* Instructions to follow *
Show all lines from the records below in which the string "item" is present.

Collected data entries
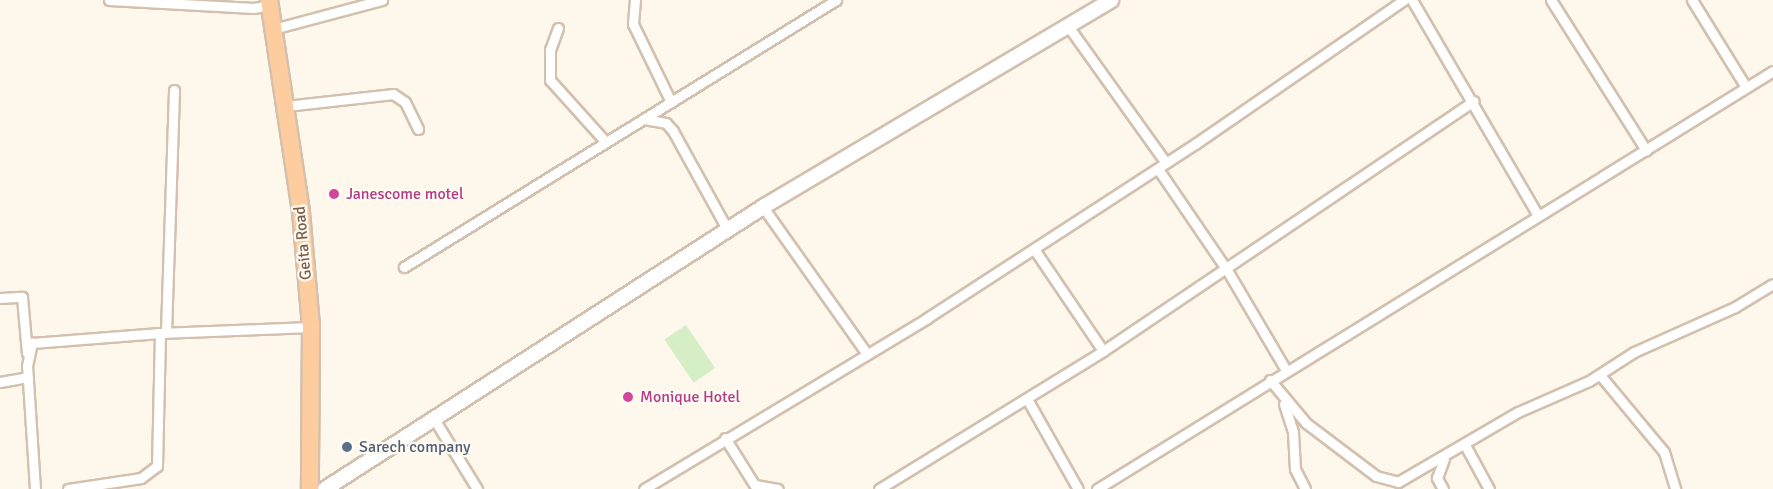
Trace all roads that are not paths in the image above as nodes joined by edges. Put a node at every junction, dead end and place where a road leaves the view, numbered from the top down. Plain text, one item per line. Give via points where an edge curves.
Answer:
1 (109, 0) edge
2 (382, 0) edge
3 (635, 0) edge
4 (836, 0) edge
5 (1111, 0) edge
6 (1404, 0) edge
7 (1412, 0) edge
8 (1551, 0) edge
9 (1692, 0) edge
10 (269, 2) edge
11 (1068, 26) junction
12 (558, 28) dead end
13 (273, 29) junction
14 (1773, 71) edge
15 (1746, 87) junction
16 (174, 90) dead end
17 (1473, 101) junction
18 (668, 104) junction
19 (286, 105) junction
20 (644, 119) junction
21 (669, 125) junction
22 (418, 129) dead end
23 (604, 140) junction
24 (1646, 150) junction
25 (1162, 166) junction
26 (763, 207) junction
27 (1538, 216) junction
28 (727, 229) junction
29 (1034, 249) junction
30 (404, 267) dead end
31 (1227, 270) junction
32 (1773, 284) edge
33 (0, 298) edge
34 (310, 327) junction
35 (163, 332) junction
36 (1103, 351) junction
37 (867, 354) junction
38 (28, 355) junction
39 (1286, 370) junction
40 (1600, 375) junction
41 (28, 377) junction
42 (1270, 380) junction
43 (0, 381) edge
44 (1281, 396) junction
45 (1027, 399) junction
46 (434, 419) junction
47 (725, 438) junction
48 (1466, 445) junction
49 (1445, 457) junction
50 (1387, 485) edge
51 (113, 486) edge
52 (756, 487) edge
53 (35, 489) edge
54 (68, 489) edge
55 (310, 489) edge
56 (325, 489) edge
57 (477, 489) edge
58 (644, 489) edge
59 (778, 489) edge
60 (879, 489) edge
61 (1078, 489) edge
62 (1097, 489) edge
63 (1305, 489) edge
64 (1443, 489) edge
65 (1489, 489) edge
66 (1675, 489) edge

1 - 10 street via 254,8
2 - 13 street
3 - 18 street via 633,24
4 - 18 street
5 - 11 main road
6 - 25 street
7 - 17 street
8 - 24 street
9 - 15 street
10 - 13 highway, Geita Road
11 - 25 street
11 - 26 main road
12 - 23 street via 550,50 550,80
13 - 19 highway, Geita Road
14 - 15 street
15 - 24 street
16 - 35 street
17 - 27 street
17 - 31 street
18 - 20 street
18 - 21 street
19 - 22 street via 393,93 405,102
19 - 34 highway, Geita Road
20 - 21 street
20 - 23 street
21 - 28 street
23 - 30 street
24 - 27 street
25 - 29 street
25 - 31 street
26 - 28 main road
26 - 37 street
27 - 39 street
28 - 46 main road
29 - 36 street
29 - 37 street
31 - 36 street
31 - 39 street
32 - 40 street via 1745,302 1634,352
33 - 38 street via 22,297
34 - 35 street
34 - 55 highway, Geita Road
35 - 38 street via 38,341 32,343
35 - 51 street via 157,466 141,478
36 - 45 street
37 - 47 street
38 - 41 street
39 - 42 street
40 - 48 street via 1518,412
40 - 66 street via 1664,452
41 - 43 street
41 - 53 street
42 - 44 street
42 - 62 street
44 - 50 street via 1306,423
44 - 63 street via 1293,432 1295,469
45 - 60 street
45 - 61 street
46 - 56 main road
46 - 57 street
47 - 52 street
47 - 58 street
48 - 49 street
48 - 65 street
49 - 50 street via 1407,479
49 - 64 street via 1437,478
51 - 54 street
52 - 59 street

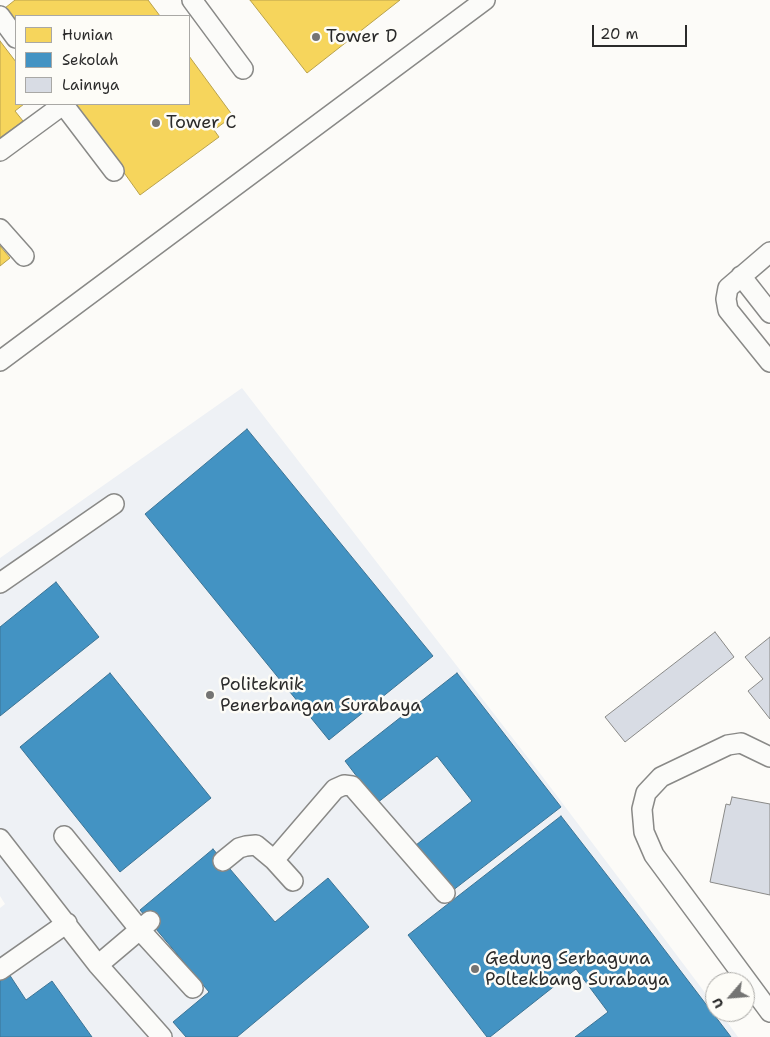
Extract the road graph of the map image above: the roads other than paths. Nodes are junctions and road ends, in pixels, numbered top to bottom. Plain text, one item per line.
1 (192, 0) edge
2 (485, 0) edge
3 (0, 16) edge
4 (15, 37) edge
5 (243, 70) dead end
6 (63, 105) edge
7 (65, 105) edge
8 (0, 151) edge
9 (114, 171) dead end
10 (0, 229) edge
11 (770, 252) edge
12 (24, 256) dead end
13 (740, 276) junction
14 (770, 313) edge
15 (0, 361) edge
16 (770, 362) edge
17 (114, 504) dead end
18 (0, 583) edge
19 (770, 757) edge
20 (64, 836) dead end
21 (0, 839) edge
22 (274, 860) junction
23 (224, 861) dead end
24 (293, 881) dead end
25 (445, 893) dead end
26 (66, 923) junction
27 (145, 926) junction
28 (98, 965) junction
29 (0, 970) edge
30 (193, 988) dead end
31 (770, 1012) edge
32 (162, 1037) edge

1 - 5 lane
2 - 15 lane
3 - 4 lane
6 - 8 lane
7 - 9 lane
10 - 12 lane
11 - 13 lane
13 - 14 lane
13 - 16 lane
17 - 18 lane
19 - 31 lane
20 - 27 lane
21 - 26 lane
22 - 23 lane
22 - 24 lane
22 - 25 lane
26 - 28 lane
26 - 29 lane
27 - 28 lane
27 - 30 lane
28 - 32 lane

* Final answer *
Trace all roads that are not paths in the image above as nodes joined by edges. Put a node at every junction, dead end and place where a road leaves the view, numbered from the top down. Plain text, one item per line. Give via points where an edge curves.
Extract the road graph of the map image above: the roads other than paths. Nodes are junctions and road ends, in pixels, numbered top to bottom. Plain text, one item per line.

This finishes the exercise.